Task to carry out ▸
What lines of the listing below contain the word "roads"? Copy each of them out.

Supplied data ▸

>>>>>

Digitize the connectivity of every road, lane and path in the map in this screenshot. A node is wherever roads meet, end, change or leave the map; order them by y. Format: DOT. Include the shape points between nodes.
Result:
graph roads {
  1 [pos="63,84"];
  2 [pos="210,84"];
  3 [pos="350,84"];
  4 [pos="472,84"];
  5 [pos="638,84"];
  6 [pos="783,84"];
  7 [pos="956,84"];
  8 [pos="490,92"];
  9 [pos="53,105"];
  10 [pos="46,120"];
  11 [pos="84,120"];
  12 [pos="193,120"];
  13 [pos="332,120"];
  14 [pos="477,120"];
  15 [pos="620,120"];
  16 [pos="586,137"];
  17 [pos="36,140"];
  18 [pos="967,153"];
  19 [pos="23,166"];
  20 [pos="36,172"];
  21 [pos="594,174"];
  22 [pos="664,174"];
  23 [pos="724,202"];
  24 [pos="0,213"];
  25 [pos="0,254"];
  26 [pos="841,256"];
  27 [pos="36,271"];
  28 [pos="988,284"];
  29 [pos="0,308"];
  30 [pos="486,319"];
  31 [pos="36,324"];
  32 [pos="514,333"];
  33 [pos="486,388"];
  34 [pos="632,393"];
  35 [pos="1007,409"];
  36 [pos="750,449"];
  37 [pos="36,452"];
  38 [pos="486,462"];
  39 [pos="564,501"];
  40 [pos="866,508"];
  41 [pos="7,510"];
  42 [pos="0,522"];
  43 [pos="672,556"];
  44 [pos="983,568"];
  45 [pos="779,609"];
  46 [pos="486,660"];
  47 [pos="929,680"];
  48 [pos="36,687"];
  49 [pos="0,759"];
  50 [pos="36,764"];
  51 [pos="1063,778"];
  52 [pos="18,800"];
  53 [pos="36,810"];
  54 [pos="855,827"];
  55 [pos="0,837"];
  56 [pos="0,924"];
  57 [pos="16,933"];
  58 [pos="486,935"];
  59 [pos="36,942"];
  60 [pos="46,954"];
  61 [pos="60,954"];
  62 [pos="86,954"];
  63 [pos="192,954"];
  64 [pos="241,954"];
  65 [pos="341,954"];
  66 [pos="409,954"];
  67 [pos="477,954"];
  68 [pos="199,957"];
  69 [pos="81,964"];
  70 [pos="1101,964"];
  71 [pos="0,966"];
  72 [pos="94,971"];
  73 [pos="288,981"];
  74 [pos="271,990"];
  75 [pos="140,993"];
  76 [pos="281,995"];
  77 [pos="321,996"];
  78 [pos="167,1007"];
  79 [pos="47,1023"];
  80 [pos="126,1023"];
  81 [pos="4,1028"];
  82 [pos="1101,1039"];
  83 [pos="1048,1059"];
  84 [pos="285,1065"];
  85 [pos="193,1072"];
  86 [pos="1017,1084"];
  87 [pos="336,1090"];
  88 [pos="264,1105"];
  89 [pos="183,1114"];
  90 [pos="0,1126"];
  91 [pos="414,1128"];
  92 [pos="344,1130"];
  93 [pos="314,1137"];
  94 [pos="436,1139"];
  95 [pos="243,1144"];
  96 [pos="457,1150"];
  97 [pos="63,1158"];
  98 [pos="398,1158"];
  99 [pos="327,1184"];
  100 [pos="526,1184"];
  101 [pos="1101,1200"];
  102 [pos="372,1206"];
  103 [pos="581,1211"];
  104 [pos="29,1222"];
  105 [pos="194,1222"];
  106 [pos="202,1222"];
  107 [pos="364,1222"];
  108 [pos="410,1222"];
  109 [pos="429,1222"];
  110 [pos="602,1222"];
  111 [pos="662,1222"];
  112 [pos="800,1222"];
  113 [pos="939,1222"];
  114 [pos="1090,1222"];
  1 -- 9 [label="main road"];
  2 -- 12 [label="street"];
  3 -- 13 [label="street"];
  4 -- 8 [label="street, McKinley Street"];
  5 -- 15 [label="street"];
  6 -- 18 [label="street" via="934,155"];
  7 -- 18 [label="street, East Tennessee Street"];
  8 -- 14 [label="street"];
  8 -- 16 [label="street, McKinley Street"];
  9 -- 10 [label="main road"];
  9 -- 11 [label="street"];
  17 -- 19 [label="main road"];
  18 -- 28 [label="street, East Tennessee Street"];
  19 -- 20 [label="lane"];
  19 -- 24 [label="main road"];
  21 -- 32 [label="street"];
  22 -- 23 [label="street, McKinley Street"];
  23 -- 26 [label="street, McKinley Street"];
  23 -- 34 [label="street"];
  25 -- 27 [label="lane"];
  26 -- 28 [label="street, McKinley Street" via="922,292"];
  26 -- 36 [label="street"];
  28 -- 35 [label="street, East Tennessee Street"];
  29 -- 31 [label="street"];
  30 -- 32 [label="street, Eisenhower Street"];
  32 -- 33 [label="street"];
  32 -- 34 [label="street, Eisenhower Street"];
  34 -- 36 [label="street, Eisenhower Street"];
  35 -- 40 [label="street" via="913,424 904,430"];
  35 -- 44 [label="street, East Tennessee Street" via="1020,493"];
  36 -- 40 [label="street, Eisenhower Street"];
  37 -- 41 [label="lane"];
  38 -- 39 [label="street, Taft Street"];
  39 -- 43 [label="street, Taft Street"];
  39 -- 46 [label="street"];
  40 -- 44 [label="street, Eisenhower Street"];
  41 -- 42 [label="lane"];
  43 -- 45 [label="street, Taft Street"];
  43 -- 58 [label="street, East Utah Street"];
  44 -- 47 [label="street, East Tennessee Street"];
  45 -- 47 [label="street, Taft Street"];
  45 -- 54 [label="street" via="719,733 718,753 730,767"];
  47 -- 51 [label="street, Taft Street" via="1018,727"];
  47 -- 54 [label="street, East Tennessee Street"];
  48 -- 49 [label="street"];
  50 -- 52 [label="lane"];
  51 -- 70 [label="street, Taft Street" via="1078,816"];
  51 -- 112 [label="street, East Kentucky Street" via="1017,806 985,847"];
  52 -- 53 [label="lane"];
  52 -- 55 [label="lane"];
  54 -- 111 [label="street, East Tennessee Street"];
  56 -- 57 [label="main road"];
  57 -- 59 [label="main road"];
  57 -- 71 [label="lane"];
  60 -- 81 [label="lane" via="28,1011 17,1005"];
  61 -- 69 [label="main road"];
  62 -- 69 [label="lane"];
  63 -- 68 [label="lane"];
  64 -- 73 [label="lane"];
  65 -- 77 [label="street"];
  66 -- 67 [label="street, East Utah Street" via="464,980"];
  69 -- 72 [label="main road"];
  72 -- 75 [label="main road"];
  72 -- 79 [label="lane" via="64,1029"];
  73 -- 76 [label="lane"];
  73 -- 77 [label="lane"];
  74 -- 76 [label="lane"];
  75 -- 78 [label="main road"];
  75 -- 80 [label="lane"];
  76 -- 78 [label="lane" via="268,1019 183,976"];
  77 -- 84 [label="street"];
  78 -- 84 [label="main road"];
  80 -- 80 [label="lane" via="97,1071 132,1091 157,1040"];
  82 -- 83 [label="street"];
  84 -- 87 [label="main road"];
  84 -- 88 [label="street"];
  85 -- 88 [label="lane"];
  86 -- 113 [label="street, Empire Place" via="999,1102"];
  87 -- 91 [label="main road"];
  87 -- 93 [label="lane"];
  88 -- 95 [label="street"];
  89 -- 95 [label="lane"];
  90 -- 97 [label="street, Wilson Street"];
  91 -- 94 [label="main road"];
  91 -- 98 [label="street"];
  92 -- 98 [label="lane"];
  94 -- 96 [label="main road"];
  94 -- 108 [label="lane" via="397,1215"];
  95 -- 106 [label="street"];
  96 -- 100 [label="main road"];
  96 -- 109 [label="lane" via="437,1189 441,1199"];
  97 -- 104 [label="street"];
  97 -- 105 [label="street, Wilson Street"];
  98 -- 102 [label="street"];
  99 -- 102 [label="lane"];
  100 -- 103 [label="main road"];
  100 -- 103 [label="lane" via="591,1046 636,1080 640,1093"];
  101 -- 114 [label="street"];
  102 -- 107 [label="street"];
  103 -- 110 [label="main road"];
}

<<<<<

Response box ▸
Digitize the connectivity of every road, lane and path in the map in this screenshot. A node is wherever roads meet, end, change or leave the map; order them by y. Format: DOT. Include the shape points between nodes.
graph roads {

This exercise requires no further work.